Multi-Party Privacy-Preserving Record Linkage using Bloom Filters
This addresses the need for secure record linkage in applications like public health and fraud detection, but it is incremental as it extends existing two-party PPRL methods to multiple parties.
The paper tackles the problem of multi-party privacy-preserving record linkage (PPRL) by proposing a protocol using Bloom filter encoding and distributed secure summation to efficiently identify matching records across more than two data sources with high similarity, evaluated on a large real voter registration database.

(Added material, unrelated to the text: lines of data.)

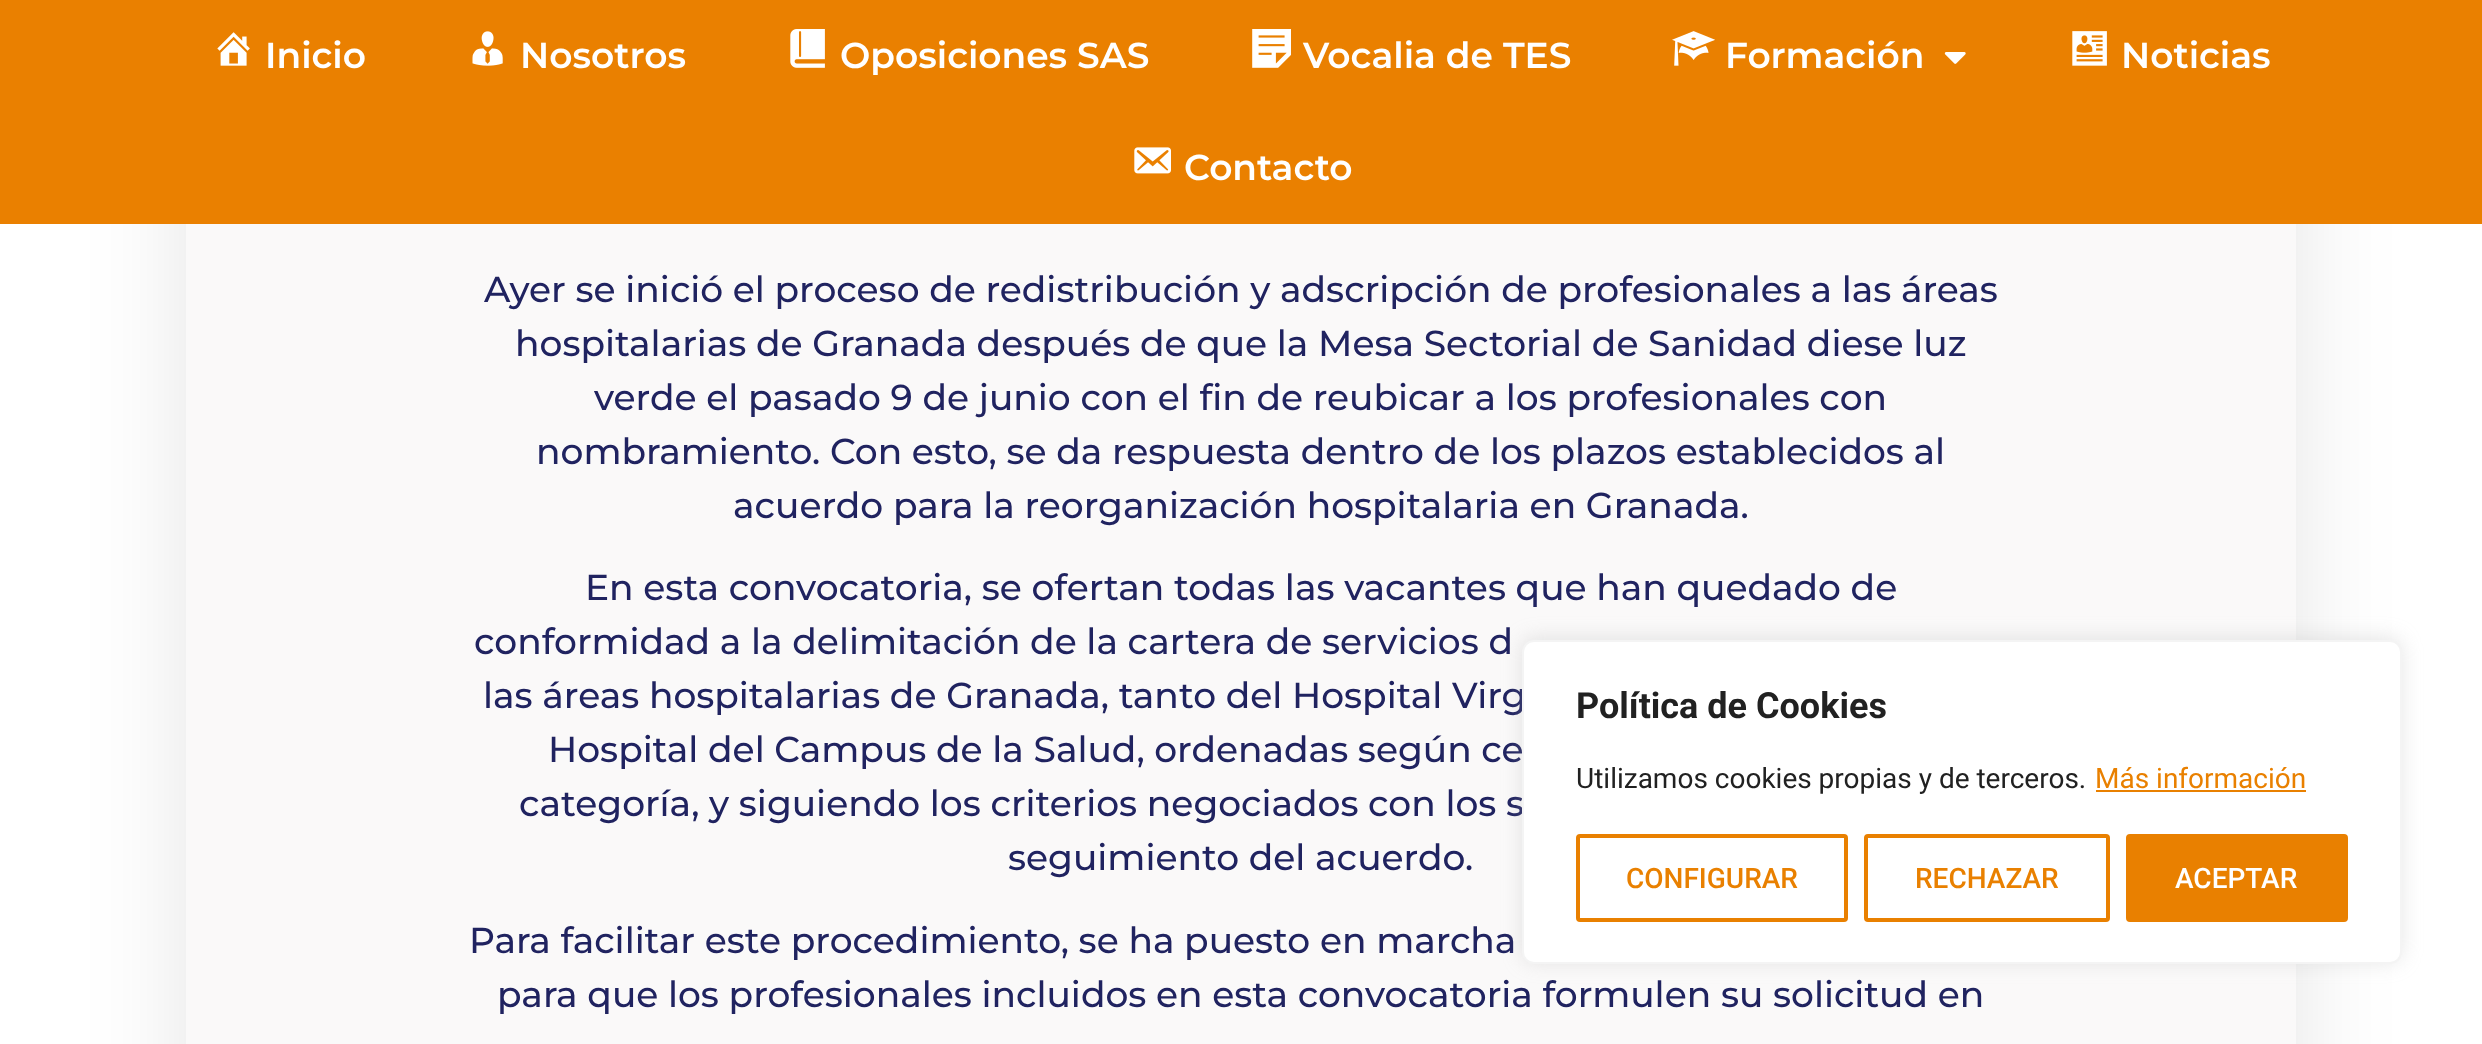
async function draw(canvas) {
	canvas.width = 2482;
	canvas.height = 1044;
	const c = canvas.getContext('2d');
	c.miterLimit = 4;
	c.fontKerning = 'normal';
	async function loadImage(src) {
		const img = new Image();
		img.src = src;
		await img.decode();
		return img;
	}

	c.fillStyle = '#fff';
	c.fillRect(0, 0, 2482, 1044);
	c.fillStyle = '#0000001a';
	c.filter = 'blur(50px)';
	c.beginPath();
	c.roundRect(186, -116, 2110, 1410, 100);
	c.fill();
	c.filter = 'none';
	c.fillStyle = '#ea8000';
	c.fillRect(0, 0, 2482, 224);
	c.drawImage(await loadImage('img1.png'), 217, 32, 33, 34);
	c.font = '600 36px Montserrat';
	c.fillStyle = '#fff';
	c.fillText('Inicio', 265, 68);
	c.drawImage(await loadImage('img2.png'), 472, 31, 31, 35);
	c.fillText('Nosotros', 520, 68);
	c.drawImage(await loadImage('img3.png'), 790, 29, 35, 39);
	c.fillText('Oposiciones SAS', 840, 68);
	c.drawImage(await loadImage('img4.png'), 1252, 29, 39, 39);
	c.fillText('Vocalia de TES', 1303, 68);
	c.drawImage(await loadImage('img5.png'), 1672, 31, 43, 35);
	c.fillText('Formación', 1725, 68);
	c.drawImage(await loadImage('img6.png'), 1944, 52, 22, 12);
	c.drawImage(await loadImage('img7.png'), 2072, 31, 35, 35);
	c.fillText('Noticias', 2121, 68);
	c.drawImage(await loadImage('img8.png'), 1134, 147, 37, 27);
	c.fillText('Contacto', 1184, 180);
	c.fillStyle = '#faf9f9';
	c.fillRect(186, 224, 2110, 820);
	c.font = '500 36px Montserrat';
	c.fillStyle = '#202360';
	for (const [text, x, y] of [
		['Ayer se inició el proceso de redistribución y adscripción de profesionales a las áreas', 484, 302],
		['hospitalarias de Granada después de que la Mesa Sectorial de Sanidad diese luz', 515, 356],
		['verde el pasado 9 de junio con el fin de reubicar a los profesionales con', 594, 410],
		['nombramiento. Con esto, se da respuesta dentro de los plazos establecidos al', 536, 464],
		['acuerdo para la reorganización hospitalaria en Granada.', 733, 518],
		['En esta convocatoria, se ofertan todas las vacantes que han quedado de', 585, 600],
		['conformidad a la delimitación de la cartera de servicios d', 474, 654],
		['las áreas hospitalarias de Granada, tanto del Hospital Virg', 483, 708],
		['Hospital del Campus de la Salud, ordenadas según ce', 548, 762],
		['categoría, y siguiendo los criterios negociados con los s', 519, 816],
		['seguimiento del acuerdo.', 1008, 870],
		['Para facilitar este procedimiento, se ha puesto en marcha', 469, 953],
		['para que los profesionales incluidos en esta convocatoria formulen su solicitud en', 497, 1007],
	]) {
		c.fillText(text, x, y);
	}
	c.fillStyle = '#acabab4d';
	c.filter = 'blur(10px)';
	c.beginPath();
	c.roundRect(1522, 638, 880, 324, 12);
	c.fill();
	c.filter = 'none';
	c.fillStyle = '#fff';
	c.beginPath();
	c.roundRect(1523, 641, 878, 322, 11);
	c.fill();
	c.strokeStyle = '#f4f4f4';
	c.lineWidth = 2;
	c.stroke();
	c.font = 'bold 36px Roboto';
	c.fillStyle = '#212121';
	c.fillText('Política de Cookies', 1576, 718);
	c.font = '28px Roboto';
	c.fillText('Utilizamos cookies propias y de terceros.', 1576, 788);
	c.fillStyle = '#e98000';
	c.fillText('Más información', 2095, 788);
	c.fillRect(2096, 790, 210, 2);
	c.beginPath();
	c.roundRect(1578, 836, 268, 84, 2);
	c.strokeStyle = '#e98000';
	c.lineWidth = 4;
	c.stroke();
	c.font = '500 28px Roboto';
	c.fillText('CONFIGURAR', 1626, 888);
	c.beginPath();
	c.roundRect(1866, 836, 242, 84, 2);
	c.stroke();
	c.fillText('RECHAZAR', 1915, 888);
	c.beginPath();
	c.roundRect(2128, 836, 218, 84, 2);
	c.fill();
	c.stroke();
	c.fillStyle = '#fff';
	c.fillText('ACEPTAR', 2175, 888);
}

draw(document.querySelector('canvas'));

Privacy-preserving record linkage (PPRL), the problem of identifying records that correspond to the same real-world entity across several data sources held by different parties without revealing any sensitive information about these records, is increasingly being required in many real-world application areas. Examples range from public health surveillance to crime and fraud detection, and national security. Various techniques have been developed to tackle the problem of PPRL, with the majority of them considering linking data from only two sources. However, in many real-world applications data from more than two sources need to be linked. In this paper we propose a viable solution for multi-party PPRL using two efficient privacy techniques: Bloom filter encoding and distributed secure summation. Our proposed protocol efficiently identifies matching sets of records held by all data sources that have a similarity above a certain minimum threshold. While being efficient, our protocol is also secure under the semi-honest adversary model in that no party can learn any sensitive information about any other parties' data, but all parties learn which of their records have a high similarity with records held by the other parties. We evaluate our protocol on a large real voter registration database showing the scalability, linkage quality, and privacy of our approach.